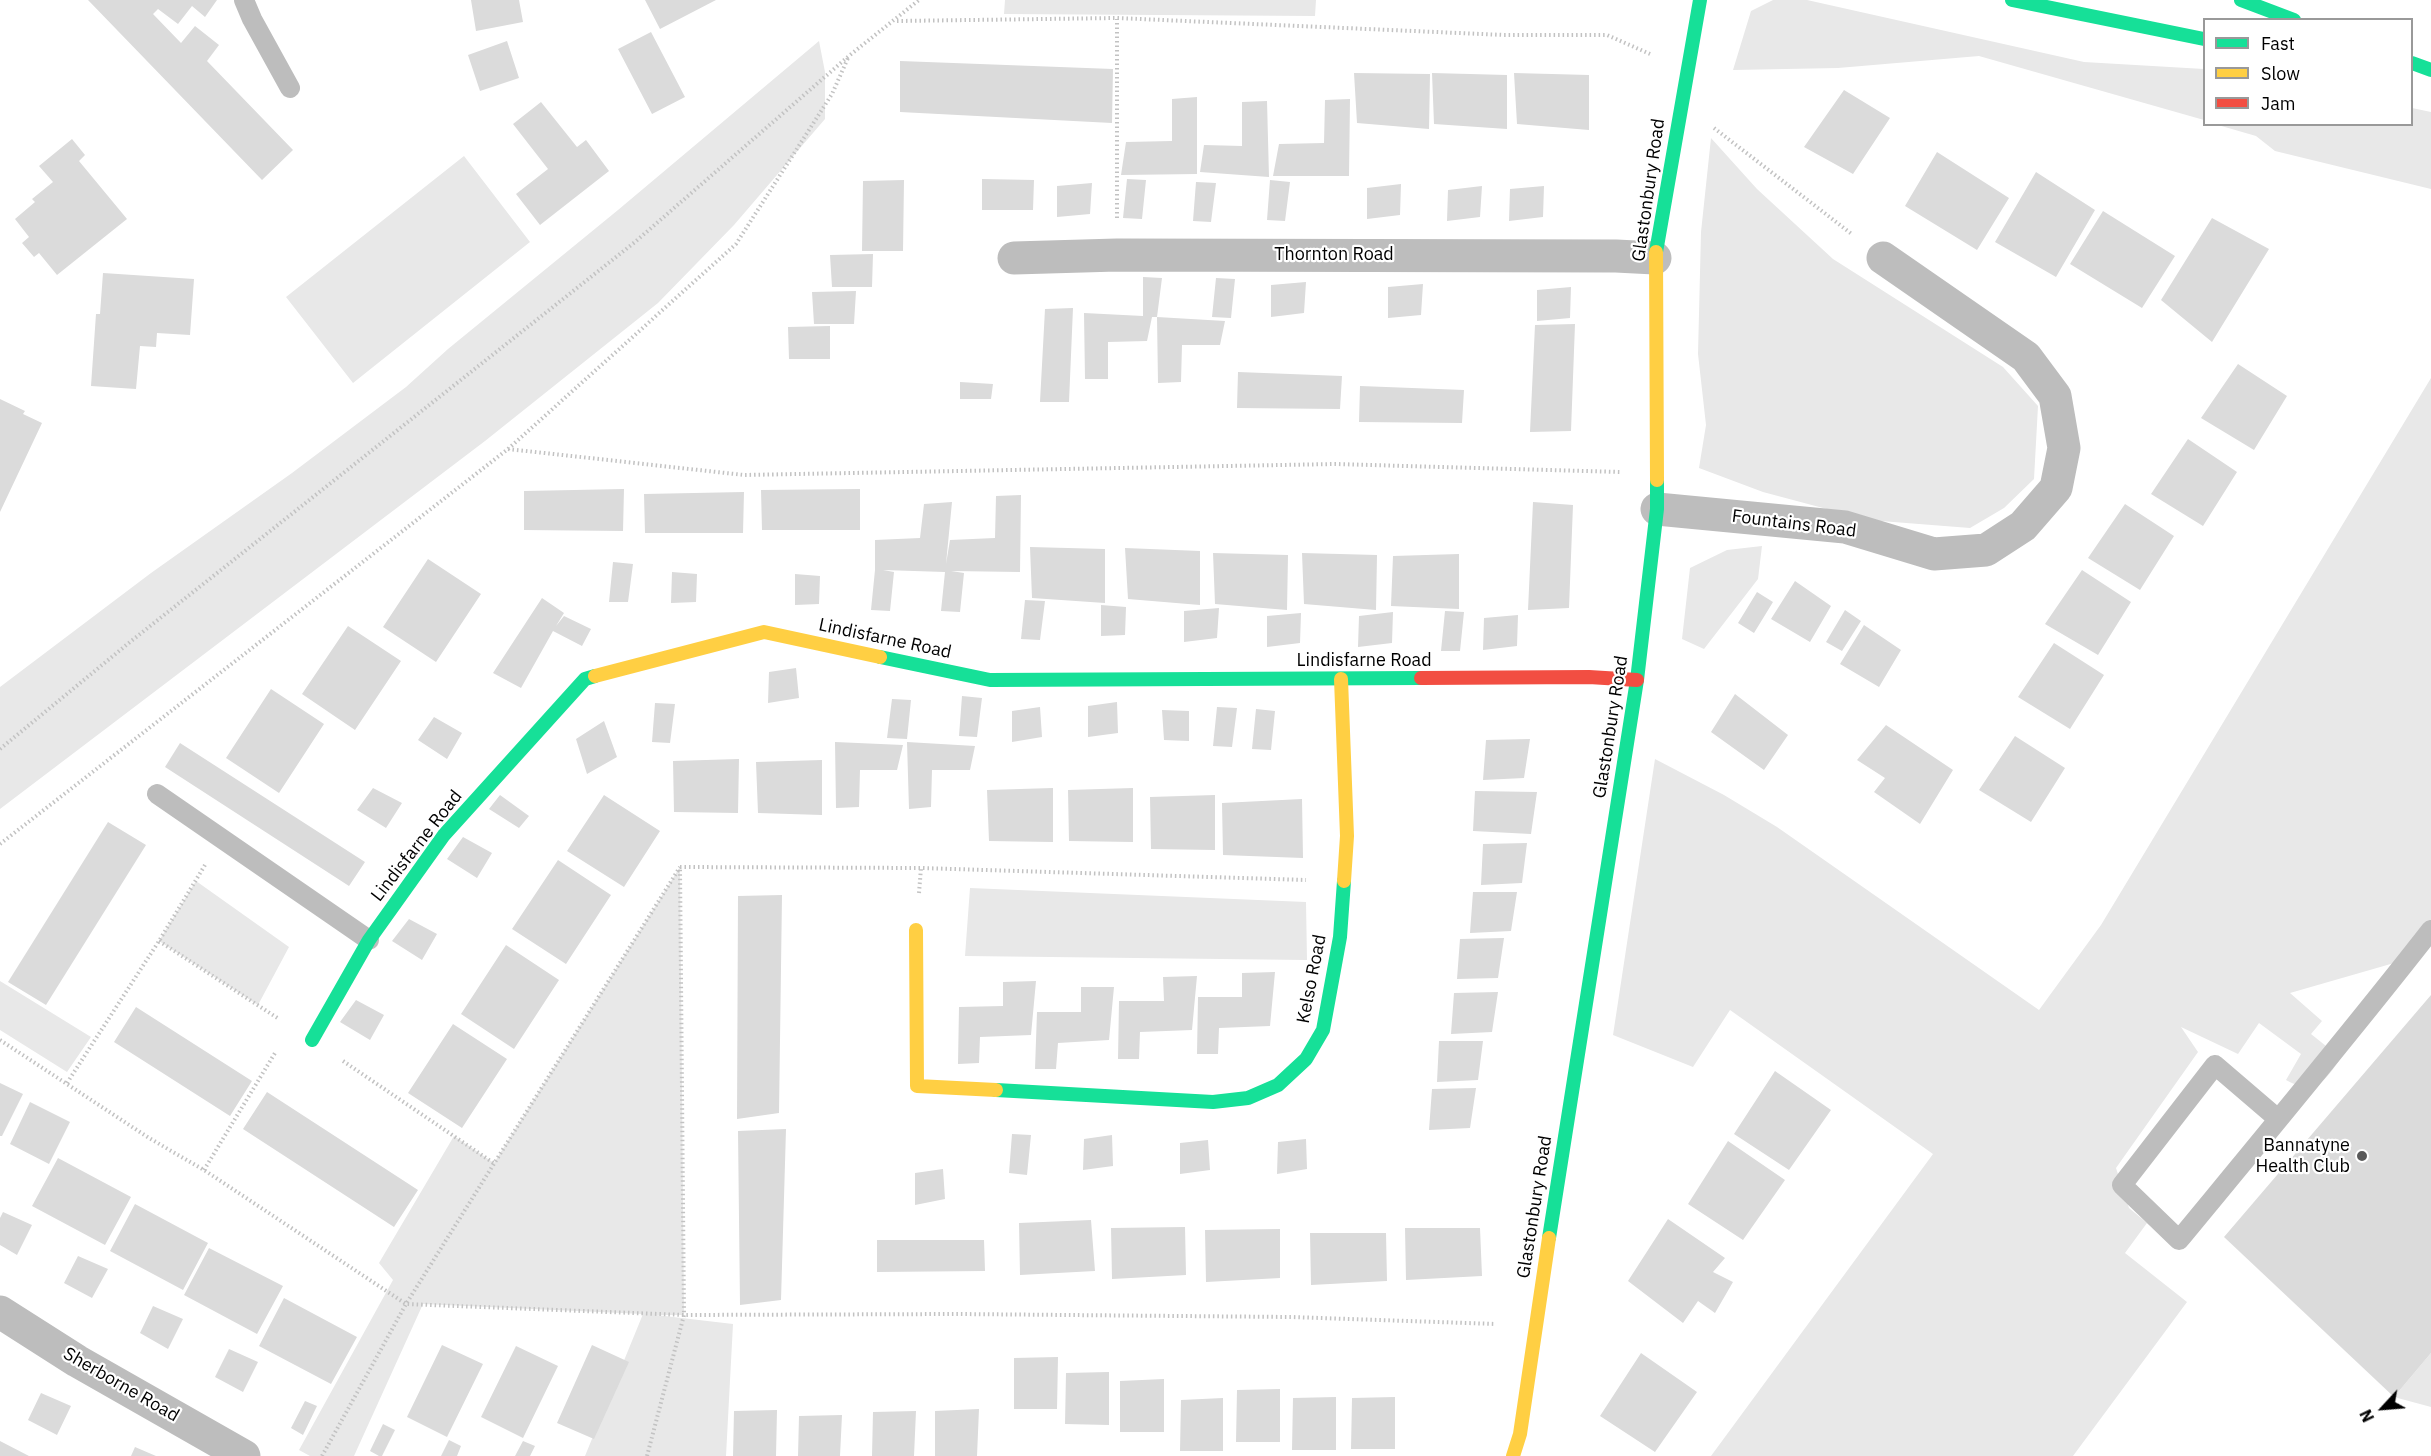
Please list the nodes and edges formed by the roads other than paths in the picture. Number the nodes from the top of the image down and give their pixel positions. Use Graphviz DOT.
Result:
graph roads {
  1 [pos="244,0"];
  2 [pos="1700,0"];
  3 [pos="2012,0"];
  4 [pos="2241,0"];
  5 [pos="2289,18"];
  6 [pos="2203,39"];
  7 [pos="2413,63"];
  8 [pos="2431,70"];
  9 [pos="290,88"];
  10 [pos="1014,258"];
  11 [pos="1655,258"];
  12 [pos="1883,258"];
  13 [pos="1657,509"];
  14 [pos="1341,680"];
  15 [pos="1637,680"];
  16 [pos="157,794"];
  17 [pos="916,930"];
  18 [pos="2431,930"];
  19 [pos="369,940"];
  20 [pos="312,1040"];
  21 [pos="2278,1119"];
  22 [pos="0,1312"];
  23 [pos="244,1456"];
  24 [pos="1513,1456"];
  1 -- 9 [label="lane"];
  2 -- 11 [label="street, Glastonbury Road"];
  3 -- 6 [label="street"];
  4 -- 5 [label="street"];
  7 -- 8 [label="street"];
  10 -- 11 [label="street, Thornton Road"];
  11 -- 13 [label="street, Glastonbury Road"];
  12 -- 13 [label="street, Fountains Road"];
  13 -- 15 [label="street, Glastonbury Road"];
  14 -- 15 [label="street, Lindisfarne Road"];
  14 -- 17 [label="street, Kelso Road"];
  14 -- 19 [label="street, Lindisfarne Road"];
  15 -- 24 [label="street, Glastonbury Road"];
  16 -- 19 [label="lane"];
  18 -- 21 [label="lane"];
  19 -- 20 [label="street, Lindisfarne Road"];
  21 -- 21 [label="lane"];
  22 -- 23 [label="street, Sherborne Road"];
}
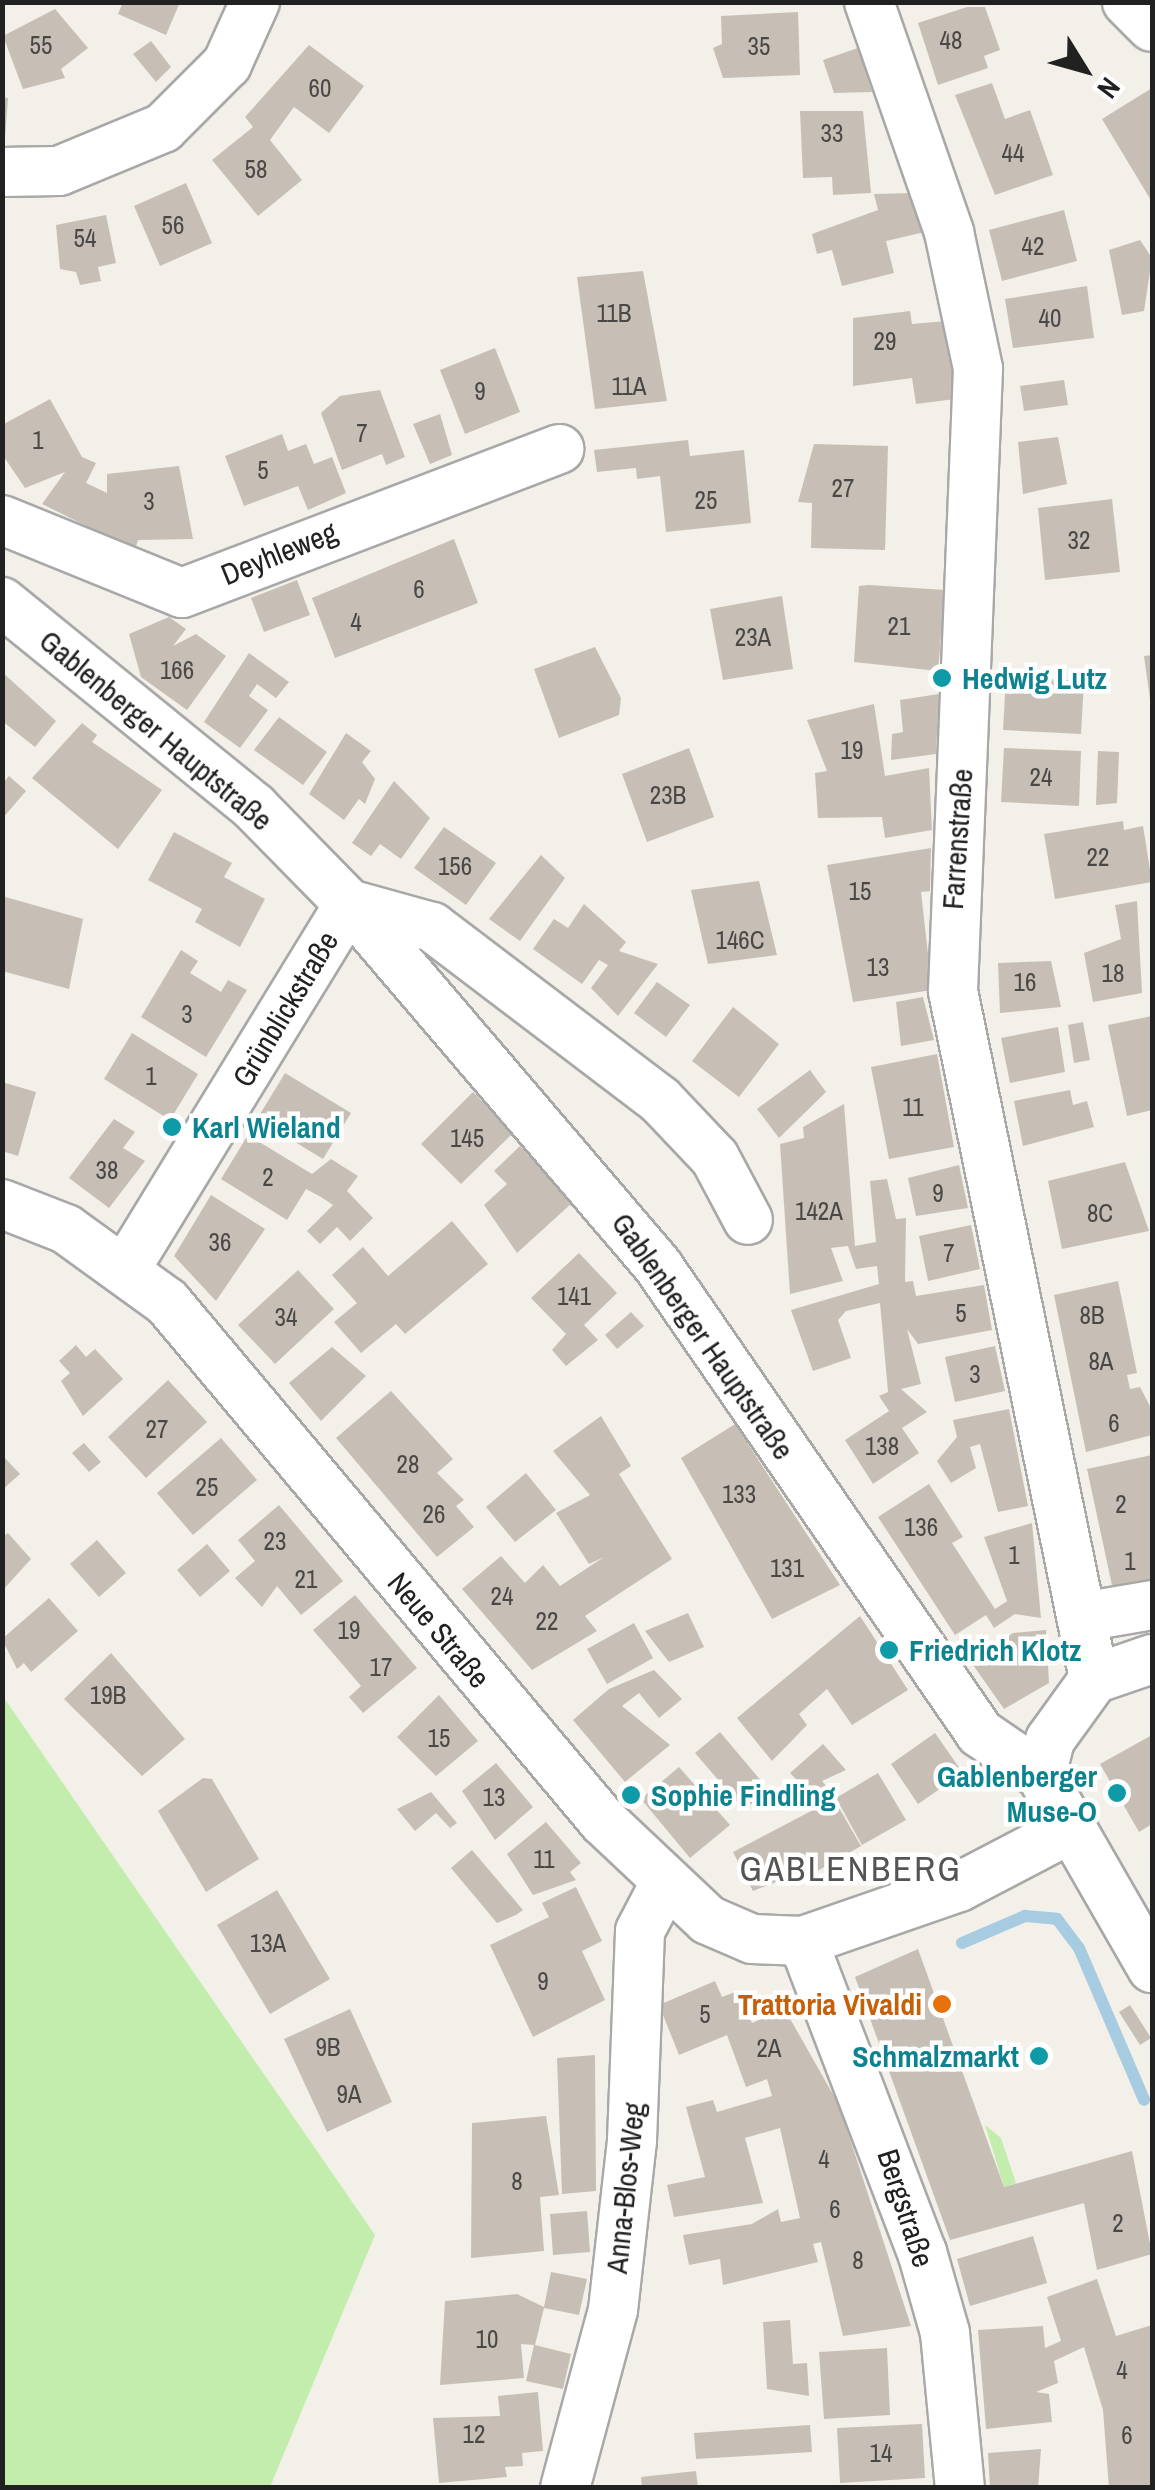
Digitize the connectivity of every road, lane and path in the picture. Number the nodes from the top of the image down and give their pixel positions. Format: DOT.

########

- _REQUIREMENT_
Print the listing exactly, but skip its pictures.

- _WRITTEN SOLUTION_
Please list the nodes and edges formed by the roads other than paths in the picture. Number the nodes from the top of the image down and give their pixel positions. Use Graphviz DOT.
Result:
graph roads {
  1 [pos="244,0"];
  2 [pos="1700,0"];
  3 [pos="2012,0"];
  4 [pos="2241,0"];
  5 [pos="2289,18"];
  6 [pos="2203,39"];
  7 [pos="2413,63"];
  8 [pos="2431,70"];
  9 [pos="290,88"];
  10 [pos="1014,258"];
  11 [pos="1655,258"];
  12 [pos="1883,258"];
  13 [pos="1657,509"];
  14 [pos="1341,680"];
  15 [pos="1637,680"];
  16 [pos="157,794"];
  17 [pos="916,930"];
  18 [pos="2431,930"];
  19 [pos="369,940"];
  20 [pos="312,1040"];
  21 [pos="2278,1119"];
  22 [pos="0,1312"];
  23 [pos="244,1456"];
  24 [pos="1513,1456"];
  1 -- 9 [label="lane"];
  2 -- 11 [label="street, Glastonbury Road"];
  3 -- 6 [label="street"];
  4 -- 5 [label="street"];
  7 -- 8 [label="street"];
  10 -- 11 [label="street, Thornton Road"];
  11 -- 13 [label="street, Glastonbury Road"];
  12 -- 13 [label="street, Fountains Road"];
  13 -- 15 [label="street, Glastonbury Road"];
  14 -- 15 [label="street, Lindisfarne Road"];
  14 -- 17 [label="street, Kelso Road"];
  14 -- 19 [label="street, Lindisfarne Road"];
  15 -- 24 [label="street, Glastonbury Road"];
  16 -- 19 [label="lane"];
  18 -- 21 [label="lane"];
  19 -- 20 [label="street, Lindisfarne Road"];
  21 -- 21 [label="lane"];
  22 -- 23 [label="street, Sherborne Road"];
}
Digitize the connectivity of every road, lane and path in the picture. Number the nodes from the top of the image down and give their pixel positions. Format: DOT.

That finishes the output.